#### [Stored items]
+===+

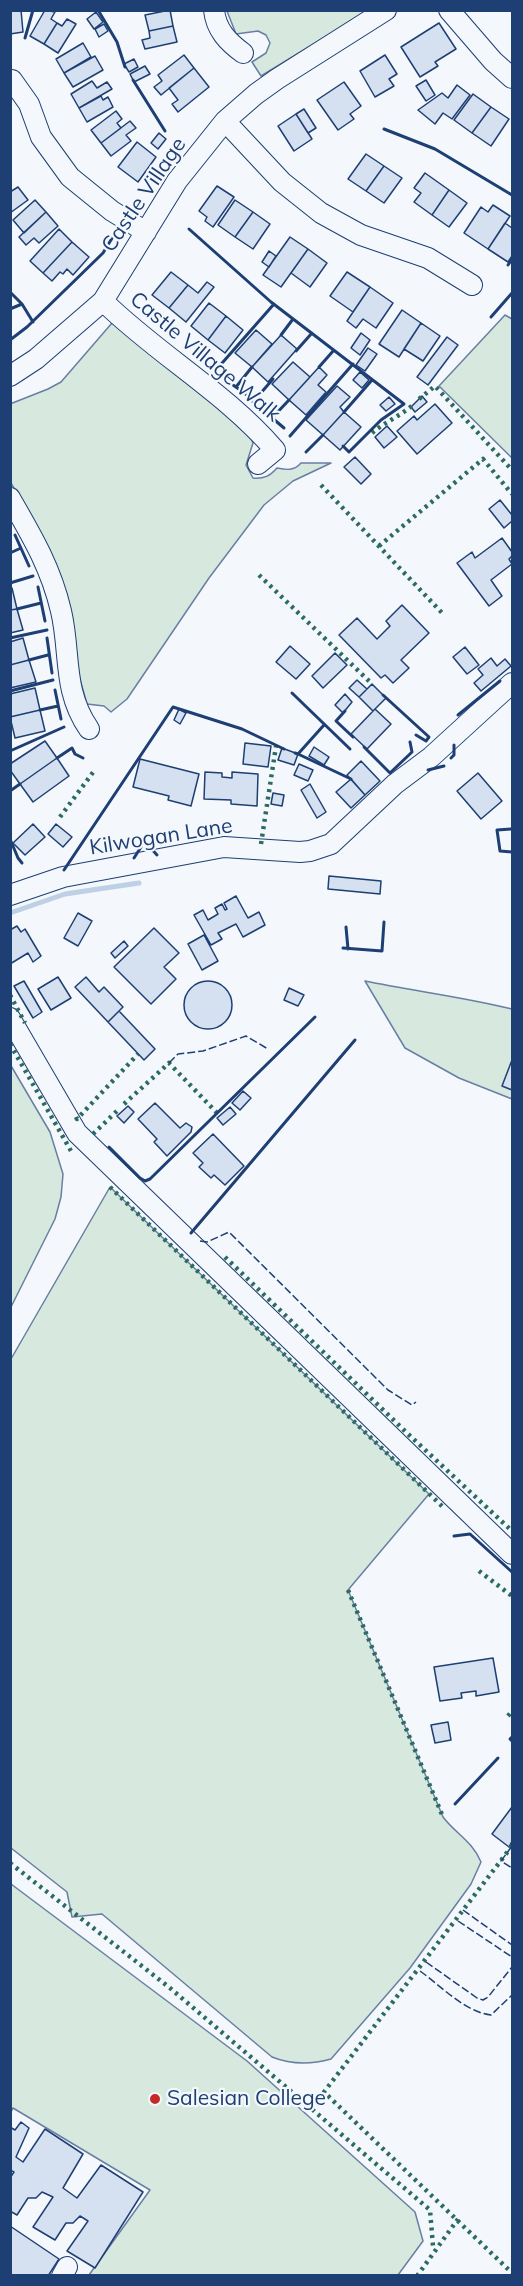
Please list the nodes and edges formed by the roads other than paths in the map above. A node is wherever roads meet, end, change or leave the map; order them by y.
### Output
1 (214, 10) edge
2 (386, 10) edge
3 (449, 10) edge
4 (243, 53) dead end
5 (513, 78) edge
6 (12, 80) edge
7 (225, 120) junction
8 (146, 232) junction
9 (472, 285) dead end
10 (103, 301) junction
11 (10, 376) edge
12 (258, 464) dead end
13 (10, 498) edge
14 (513, 683) edge
15 (89, 729) dead end
16 (10, 895) edge
17 (10, 1018) edge
18 (513, 1554) edge

1 - 4 street
2 - 7 street, Castle Village
3 - 5 street
6 - 8 street
7 - 8 street, Castle Village
7 - 9 street
8 - 10 street, Castle Village
10 - 11 street, Castle Village
10 - 12 street, Castle Village Walk
13 - 15 street
14 - 16 street, Kilwogan Lane
17 - 18 street

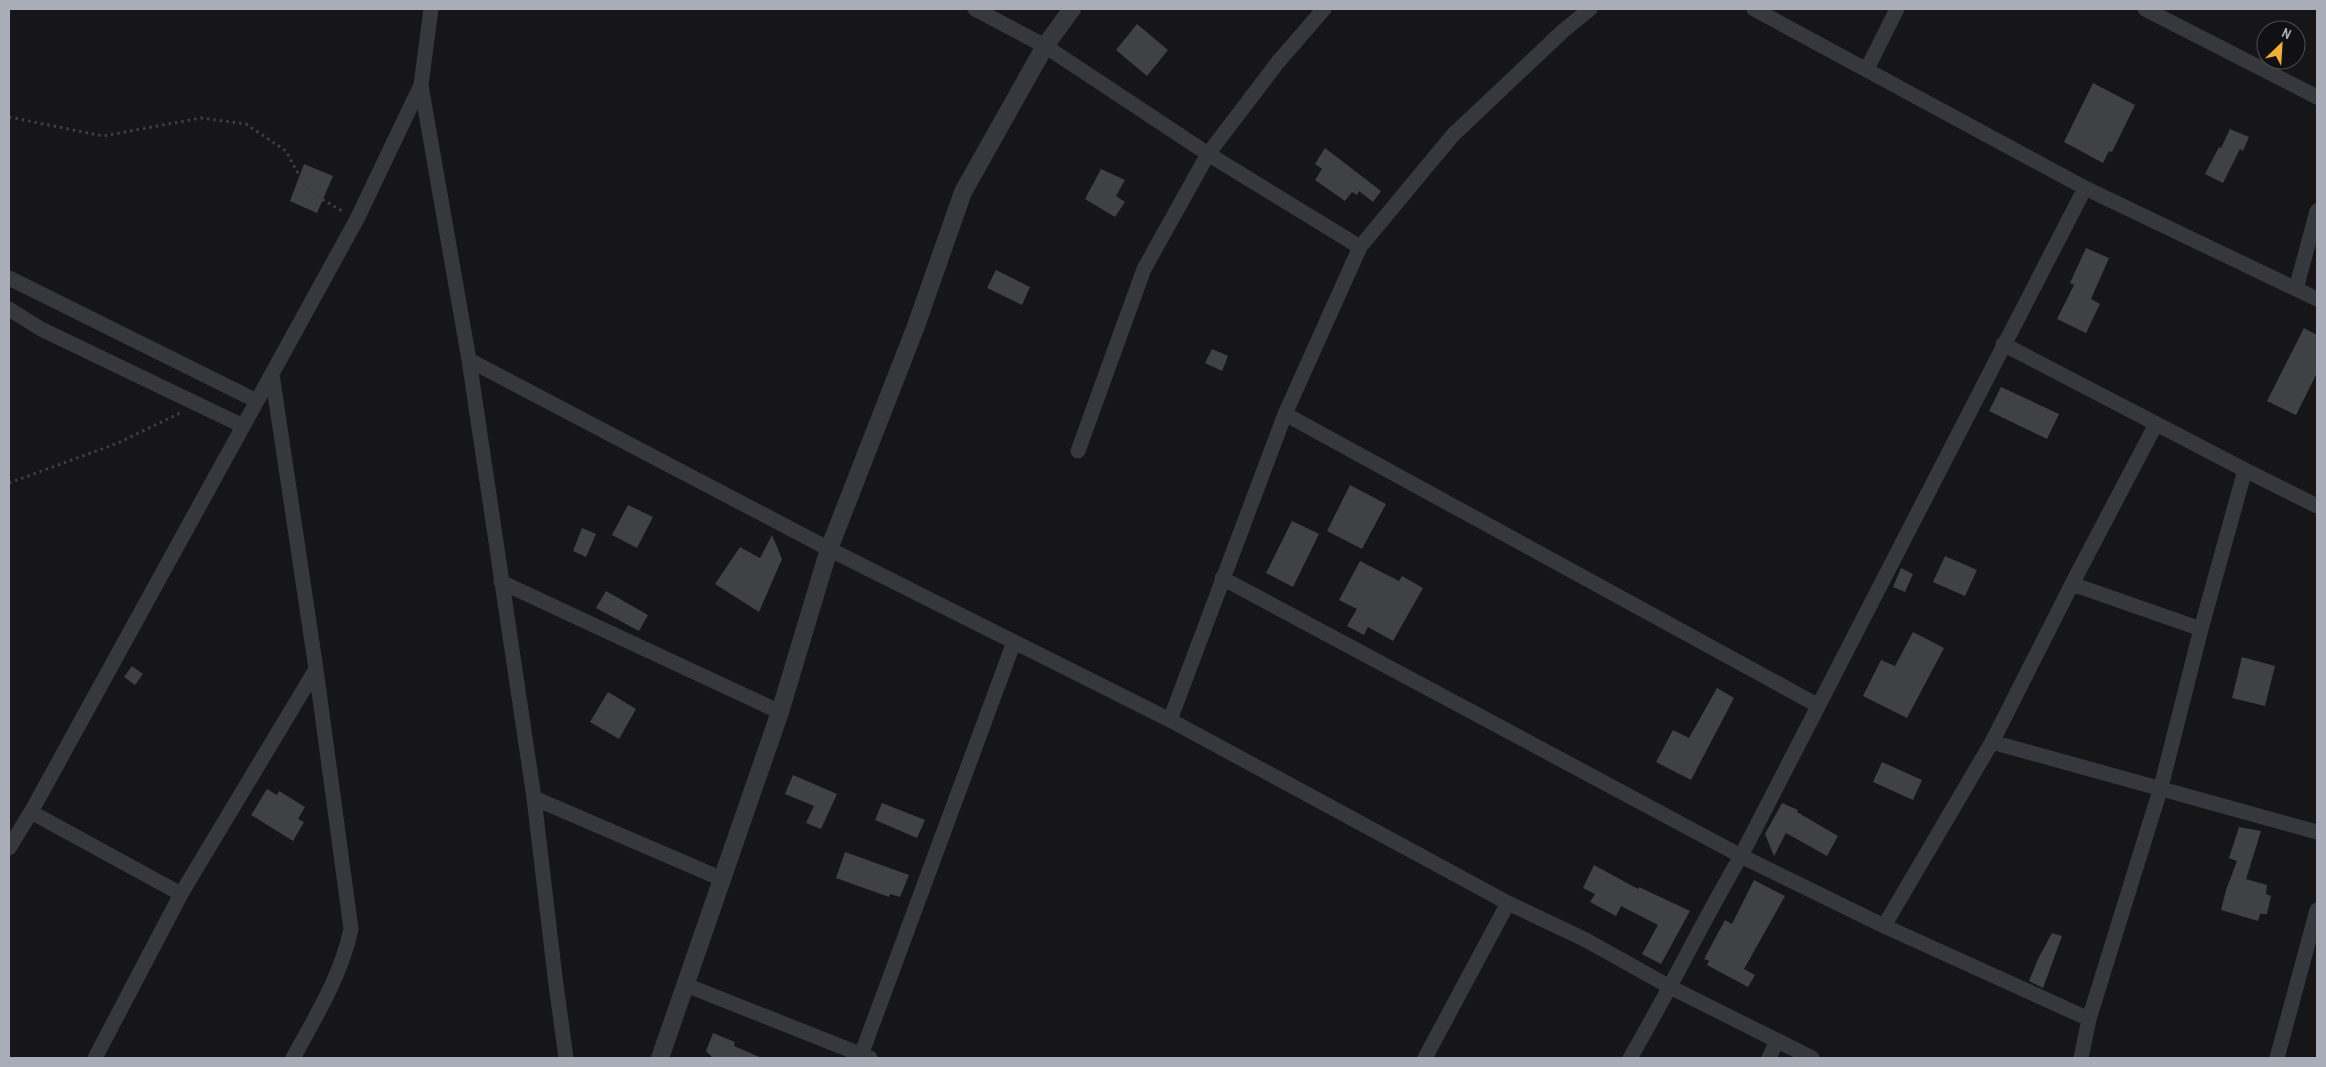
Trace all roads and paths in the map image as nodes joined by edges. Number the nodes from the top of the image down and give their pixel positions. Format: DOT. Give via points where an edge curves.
graph roads {
  1 [pos="431,9"];
  2 [pos="975,9"];
  3 [pos="1072,9"];
  4 [pos="1324,9"];
  5 [pos="1590,9"];
  6 [pos="1754,9"];
  7 [pos="1898,9"];
  8 [pos="2145,9"];
  9 [pos="1046,46"];
  10 [pos="1867,69"];
  11 [pos="422,85"];
  12 [pos="2317,97"];
  13 [pos="9,117"];
  14 [pos="1208,154"];
  15 [pos="2085,188"];
  16 [pos="2317,211"];
  17 [pos="357,219"];
  18 [pos="1360,247"];
  19 [pos="9,278"];
  20 [pos="2296,289"];
  21 [pos="2317,299"];
  22 [pos="9,309"];
  23 [pos="2003,344"];
  24 [pos="469,360"];
  25 [pos="272,374"];
  26 [pos="257,401"];
  27 [pos="196,404"];
  28 [pos="1285,414"];
  29 [pos="2156,424"];
  30 [pos="243,426"];
  31 [pos="1078,451"];
  32 [pos="2245,470"];
  33 [pos="9,483"];
  34 [pos="2317,506"];
  35 [pos="829,549"];
  36 [pos="1222,578"];
  37 [pos="501,582"];
  38 [pos="2072,584"];
  39 [pos="2200,629"];
  40 [pos="1014,642"];
  41 [pos="316,669"];
  42 [pos="1817,705"];
  43 [pos="780,712"];
  44 [pos="1170,720"];
  45 [pos="1992,742"];
  46 [pos="2160,787"];
  47 [pos="534,798"];
  48 [pos="31,812"];
  49 [pos="2317,832"];
  50 [pos="9,848"];
  51 [pos="1741,856"];
  52 [pos="722,879"];
  53 [pos="181,894"];
  54 [pos="1508,903"];
  55 [pos="2317,910"];
  56 [pos="1884,926"];
  57 [pos="686,985"];
  58 [pos="1670,987"];
  59 [pos="2089,1019"];
  60 [pos="1777,1041"];
  61 [pos="864,1057"];
  62 [pos="95,1058"];
  63 [pos="293,1058"];
  64 [pos="566,1058"];
  65 [pos="660,1058"];
  66 [pos="1425,1058"];
  67 [pos="1630,1058"];
  68 [pos="1769,1058"];
  69 [pos="1812,1058"];
  70 [pos="2081,1058"];
  71 [pos="2277,1058"];
  1 -- 11 [label="street"];
  2 -- 9 [label="street"];
  3 -- 9 [label="street"];
  4 -- 14 [label="street" via="1278,62"];
  5 -- 18 [label="street" via="1453,135"];
  6 -- 10 [label="street"];
  7 -- 10 [label="street"];
  8 -- 12 [label="street"];
  9 -- 14 [label="street"];
  9 -- 35 [label="street" via="962,192 916,326"];
  10 -- 15 [label="street"];
  11 -- 17 [label="street"];
  11 -- 24 [label="street"];
  13 -- 17 [label="path" via="103,136 201,118 246,124 286,151 305,186"];
  14 -- 18 [label="street"];
  14 -- 31 [label="street" via="1144,269"];
  15 -- 20 [label="street"];
  15 -- 23 [label="street"];
  16 -- 20 [label="street"];
  17 -- 25 [label="street"];
  18 -- 28 [label="street"];
  19 -- 26 [label="street"];
  20 -- 21 [label="street"];
  22 -- 27 [label="street" via="41,329"];
  23 -- 29 [label="street"];
  23 -- 42 [label="street"];
  24 -- 35 [label="street"];
  24 -- 37 [label="street"];
  25 -- 26 [label="street"];
  25 -- 41 [label="street"];
  26 -- 30 [label="street"];
  27 -- 30 [label="street"];
  27 -- 33 [label="path" via="118,442"];
  28 -- 36 [label="street"];
  28 -- 42 [label="street"];
  29 -- 32 [label="street"];
  29 -- 38 [label="street"];
  30 -- 48 [label="street"];
  32 -- 34 [label="street"];
  32 -- 39 [label="street"];
  35 -- 40 [label="street"];
  35 -- 43 [label="street"];
  36 -- 44 [label="street"];
  36 -- 51 [label="street"];
  37 -- 43 [label="street"];
  37 -- 47 [label="street"];
  38 -- 39 [label="street"];
  38 -- 45 [label="street"];
  39 -- 46 [label="street"];
  40 -- 44 [label="street"];
  40 -- 61 [label="street"];
  41 -- 53 [label="street"];
  41 -- 63 [label="street" via="352,930 338,976"];
  42 -- 51 [label="street"];
  43 -- 52 [label="street"];
  44 -- 54 [label="street"];
  45 -- 46 [label="street"];
  45 -- 56 [label="street"];
  46 -- 49 [label="street"];
  46 -- 59 [label="street"];
  47 -- 52 [label="street"];
  47 -- 64 [label="street"];
  48 -- 50 [label="street"];
  48 -- 53 [label="street"];
  51 -- 56 [label="street"];
  51 -- 58 [label="street"];
  52 -- 57 [label="street"];
  53 -- 62 [label="street"];
  54 -- 58 [label="street" via="1586,940"];
  54 -- 66 [label="street"];
  55 -- 71 [label="street"];
  56 -- 59 [label="street"];
  57 -- 61 [label="street"];
  57 -- 65 [label="street"];
  58 -- 60 [label="street"];
  58 -- 67 [label="street"];
  59 -- 70 [label="street"];
  60 -- 68 [label="street"];
  60 -- 69 [label="street"];
}
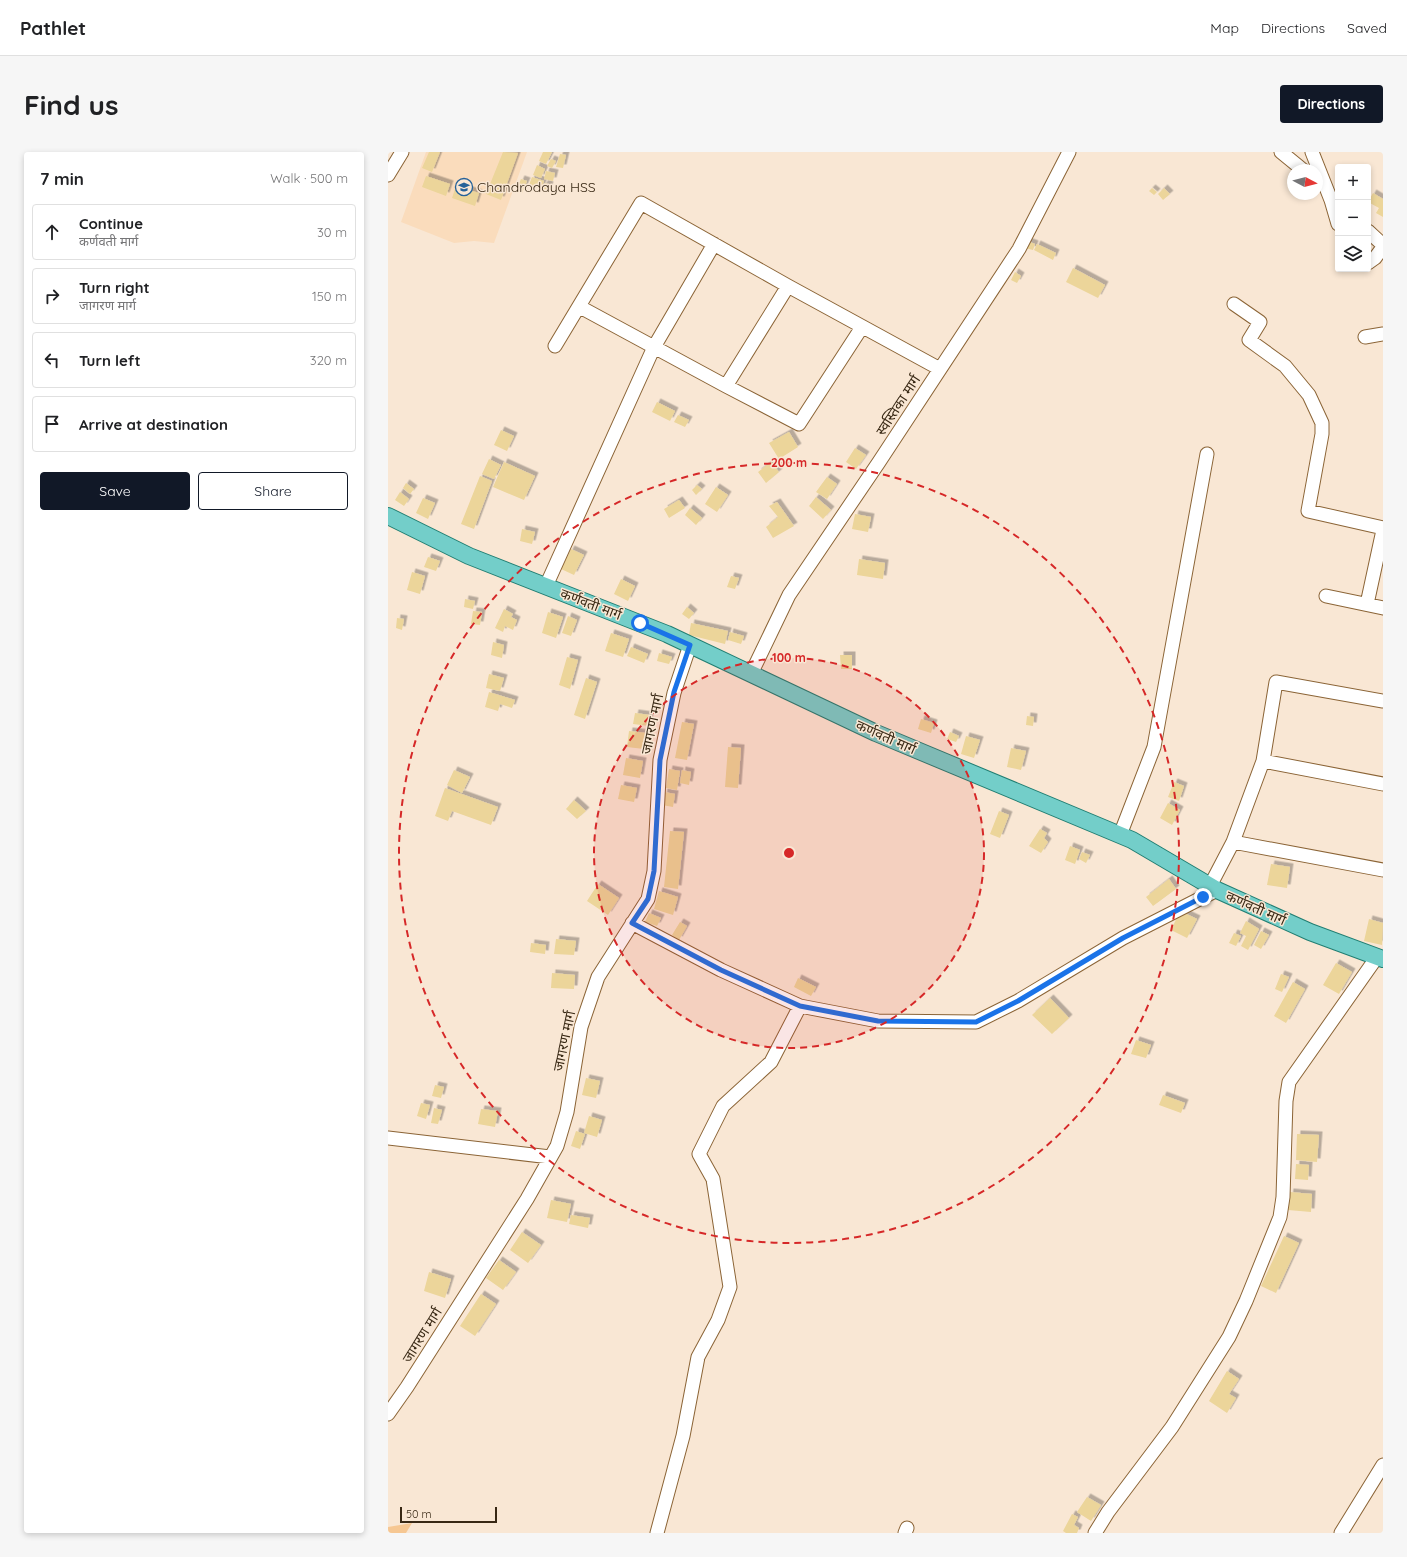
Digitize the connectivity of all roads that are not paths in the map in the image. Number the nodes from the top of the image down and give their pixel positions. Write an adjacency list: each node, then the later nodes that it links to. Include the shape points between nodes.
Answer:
1 (402, 152): 6 (street)
2 (1069, 152): 21 (street, स्वस्तिका मार्ग, via 1020,249)
3 (1281, 152): 5 (street)
4 (1312, 152): 8 (street)
5 (1296, 164)
6 (388, 175)
7 (1323, 191): 8 (street)
8 (1334, 203)
9 (1371, 234): 11 (street)
10 (714, 244): 13 (street); 15 (street, via 641,203); 20 (street)
11 (1383, 246): 12 (street)
12 (1371, 261)
13 (788, 286): 16 (street); 22 (street)
14 (1234, 304): 25 (street, via 1260,322 1249,340 1285,366 1309,395 1322,423 1308,511)
15 (580, 307): 19 (street); 20 (street)
16 (862, 327): 21 (street); 22 (street, via 798,424)
17 (1383, 334): 18 (street)
18 (1365, 337)
19 (555, 346)
20 (654, 346): 22 (street); 26 (street)
21 (940, 369): 31 (street, स्वस्तिका मार्ग, via 789,595)
22 (726, 386)
23 (1207, 454): 35 (street, via 1154,747)
24 (388, 516): 26 (main road, कर्णवती मार्ग, via 469,556)
25 (1383, 529): 28 (street)
26 (546, 586): 30 (main road, कर्णवती मार्ग)
27 (1326, 596): 28 (street)
28 (1368, 604): 29 (street)
29 (1383, 608)
30 (690, 645): 31 (main road, कर्णवती मार्ग); 39 (street, जागरण मार्ग, via 674,692 660,760 654,871 648,899)
31 (751, 674): 35 (main road, कर्णवती मार्ग, via 876,733)
32 (1383, 701): 33 (street, via 1276,682)
33 (1263, 761): 34 (street); 36 (street)
34 (1383, 784)
35 (1120, 835): 38 (main road, कर्णवती मार्ग)
36 (1234, 842): 37 (street); 38 (street)
37 (1383, 870)
38 (1213, 888): 40 (main road, कर्णवती मार्ग, via 1310,932); 41 (street, via 1018,1001 976,1022 878,1021)
39 (632, 923): 41 (street, via 721,970); 43 (street, जागरण मार्ग, via 598,977 581,1027 567,1112 557,1146)
40 (1380, 958): 47 (street, via 1289,1082 1280,1217 1229,1337 1172,1427)
41 (800, 1006): 46 (street, via 771,1062 723,1106 699,1154 713,1179 730,1287 718,1320 698,1357 683,1436)
42 (388, 1138): 43 (street)
43 (550, 1157): 44 (street, जागरण मार्ग)
44 (388, 1414)
45 (1383, 1465): 48 (street)
46 (657, 1533)
47 (1095, 1533)
48 (1341, 1533)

+===+

#### [Brief]
The string "junction" marks the lines to copy; report each of them from the data above.

#### [Written answer]
7 (225, 120) junction
8 (146, 232) junction
10 (103, 301) junction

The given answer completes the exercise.